TASK REQUIREMENTS.
When you transcribe the listing that follows, keep every line exact and omit the pictures.
── MATERIAL SHOWN
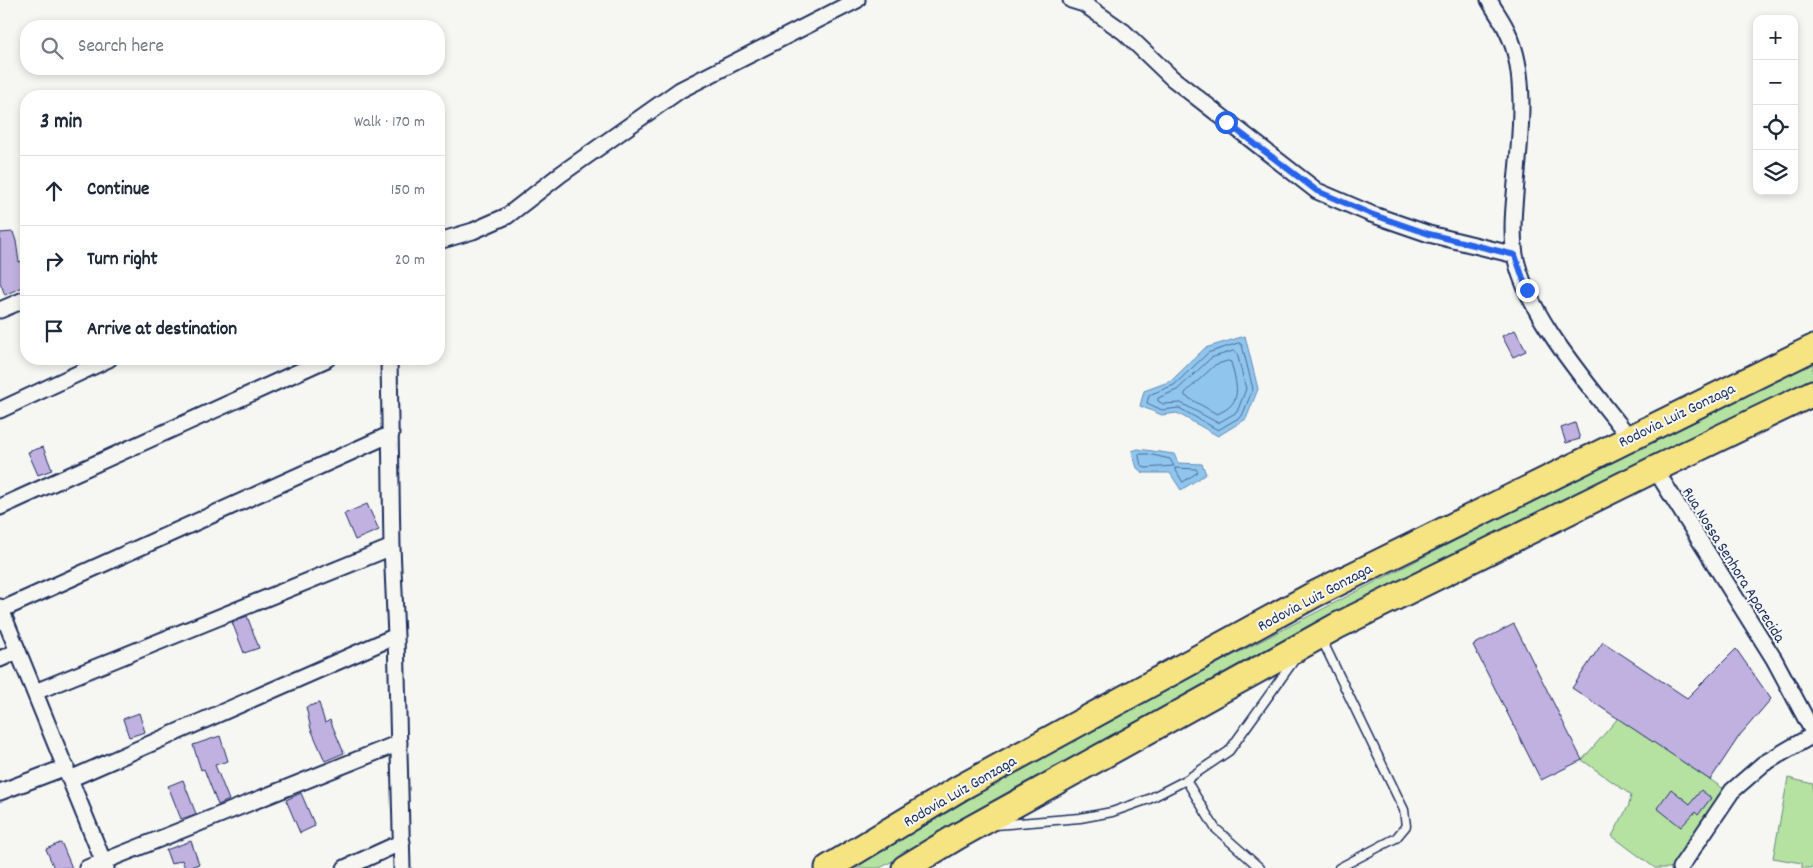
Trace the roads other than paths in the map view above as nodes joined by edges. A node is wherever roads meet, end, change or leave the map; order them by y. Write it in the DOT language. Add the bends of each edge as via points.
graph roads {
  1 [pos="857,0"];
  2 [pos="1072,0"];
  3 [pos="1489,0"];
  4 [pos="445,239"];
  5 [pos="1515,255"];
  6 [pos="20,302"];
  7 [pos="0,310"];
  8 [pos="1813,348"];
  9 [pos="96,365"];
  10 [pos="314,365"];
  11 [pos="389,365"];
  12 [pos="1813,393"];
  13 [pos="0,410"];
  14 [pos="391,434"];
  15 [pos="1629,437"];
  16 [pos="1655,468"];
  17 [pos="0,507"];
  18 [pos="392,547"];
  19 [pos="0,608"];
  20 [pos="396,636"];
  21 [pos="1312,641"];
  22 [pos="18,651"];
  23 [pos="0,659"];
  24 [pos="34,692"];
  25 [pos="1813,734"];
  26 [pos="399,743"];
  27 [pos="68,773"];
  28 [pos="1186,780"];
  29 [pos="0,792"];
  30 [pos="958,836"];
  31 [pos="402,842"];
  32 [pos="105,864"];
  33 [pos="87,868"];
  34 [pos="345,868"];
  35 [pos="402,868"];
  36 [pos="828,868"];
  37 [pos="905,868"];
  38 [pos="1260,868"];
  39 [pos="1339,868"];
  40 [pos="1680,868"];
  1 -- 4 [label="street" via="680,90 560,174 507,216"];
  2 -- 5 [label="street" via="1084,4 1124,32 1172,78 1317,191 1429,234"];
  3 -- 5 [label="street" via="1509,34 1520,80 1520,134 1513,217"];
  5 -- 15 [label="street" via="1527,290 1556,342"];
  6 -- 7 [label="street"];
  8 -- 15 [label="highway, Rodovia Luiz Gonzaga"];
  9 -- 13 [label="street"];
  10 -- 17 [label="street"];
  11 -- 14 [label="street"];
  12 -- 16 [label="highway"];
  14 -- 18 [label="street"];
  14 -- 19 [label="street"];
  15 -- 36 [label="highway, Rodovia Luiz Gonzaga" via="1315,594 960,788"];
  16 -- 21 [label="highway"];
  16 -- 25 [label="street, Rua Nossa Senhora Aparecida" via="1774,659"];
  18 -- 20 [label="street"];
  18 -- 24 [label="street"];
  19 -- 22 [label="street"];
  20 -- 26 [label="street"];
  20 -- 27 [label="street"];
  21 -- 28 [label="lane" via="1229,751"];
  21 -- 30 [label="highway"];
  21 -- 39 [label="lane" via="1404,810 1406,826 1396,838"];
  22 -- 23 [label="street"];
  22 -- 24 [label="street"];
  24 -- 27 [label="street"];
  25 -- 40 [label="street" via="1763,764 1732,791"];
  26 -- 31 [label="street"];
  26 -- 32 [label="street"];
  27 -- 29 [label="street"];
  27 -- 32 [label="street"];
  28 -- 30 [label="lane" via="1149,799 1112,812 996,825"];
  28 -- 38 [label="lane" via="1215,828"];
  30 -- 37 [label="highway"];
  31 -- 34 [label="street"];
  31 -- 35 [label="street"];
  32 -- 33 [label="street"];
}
────
ANSWER FOR THE TASK.
Trace the roads other than paths in the map view above as nodes joined by edges. A node is wherever roads meet, end, change or leave the map; order them by y. Write it in the DOT language. Add the bends of each edge as via points.
graph roads {
  1 [pos="857,0"];
  2 [pos="1072,0"];
  3 [pos="1489,0"];
  4 [pos="445,239"];
  5 [pos="1515,255"];
  6 [pos="20,302"];
  7 [pos="0,310"];
  8 [pos="1813,348"];
  9 [pos="96,365"];
  10 [pos="314,365"];
  11 [pos="389,365"];
  12 [pos="1813,393"];
  13 [pos="0,410"];
  14 [pos="391,434"];
  15 [pos="1629,437"];
  16 [pos="1655,468"];
  17 [pos="0,507"];
  18 [pos="392,547"];
  19 [pos="0,608"];
  20 [pos="396,636"];
  21 [pos="1312,641"];
  22 [pos="18,651"];
  23 [pos="0,659"];
  24 [pos="34,692"];
  25 [pos="1813,734"];
  26 [pos="399,743"];
  27 [pos="68,773"];
  28 [pos="1186,780"];
  29 [pos="0,792"];
  30 [pos="958,836"];
  31 [pos="402,842"];
  32 [pos="105,864"];
  33 [pos="87,868"];
  34 [pos="345,868"];
  35 [pos="402,868"];
  36 [pos="828,868"];
  37 [pos="905,868"];
  38 [pos="1260,868"];
  39 [pos="1339,868"];
  40 [pos="1680,868"];
  1 -- 4 [label="street" via="680,90 560,174 507,216"];
  2 -- 5 [label="street" via="1084,4 1124,32 1172,78 1317,191 1429,234"];
  3 -- 5 [label="street" via="1509,34 1520,80 1520,134 1513,217"];
  5 -- 15 [label="street" via="1527,290 1556,342"];
  6 -- 7 [label="street"];
  8 -- 15 [label="highway, Rodovia Luiz Gonzaga"];
  9 -- 13 [label="street"];
  10 -- 17 [label="street"];
  11 -- 14 [label="street"];
  12 -- 16 [label="highway"];
  14 -- 18 [label="street"];
  14 -- 19 [label="street"];
  15 -- 36 [label="highway, Rodovia Luiz Gonzaga" via="1315,594 960,788"];
  16 -- 21 [label="highway"];
  16 -- 25 [label="street, Rua Nossa Senhora Aparecida" via="1774,659"];
  18 -- 20 [label="street"];
  18 -- 24 [label="street"];
  19 -- 22 [label="street"];
  20 -- 26 [label="street"];
  20 -- 27 [label="street"];
  21 -- 28 [label="lane" via="1229,751"];
  21 -- 30 [label="highway"];
  21 -- 39 [label="lane" via="1404,810 1406,826 1396,838"];
  22 -- 23 [label="street"];
  22 -- 24 [label="street"];
  24 -- 27 [label="street"];
  25 -- 40 [label="street" via="1763,764 1732,791"];
  26 -- 31 [label="street"];
  26 -- 32 [label="street"];
  27 -- 29 [label="street"];
  27 -- 32 [label="street"];
  28 -- 30 [label="lane" via="1149,799 1112,812 996,825"];
  28 -- 38 [label="lane" via="1215,828"];
  30 -- 37 [label="highway"];
  31 -- 34 [label="street"];
  31 -- 35 [label="street"];
  32 -- 33 [label="street"];
}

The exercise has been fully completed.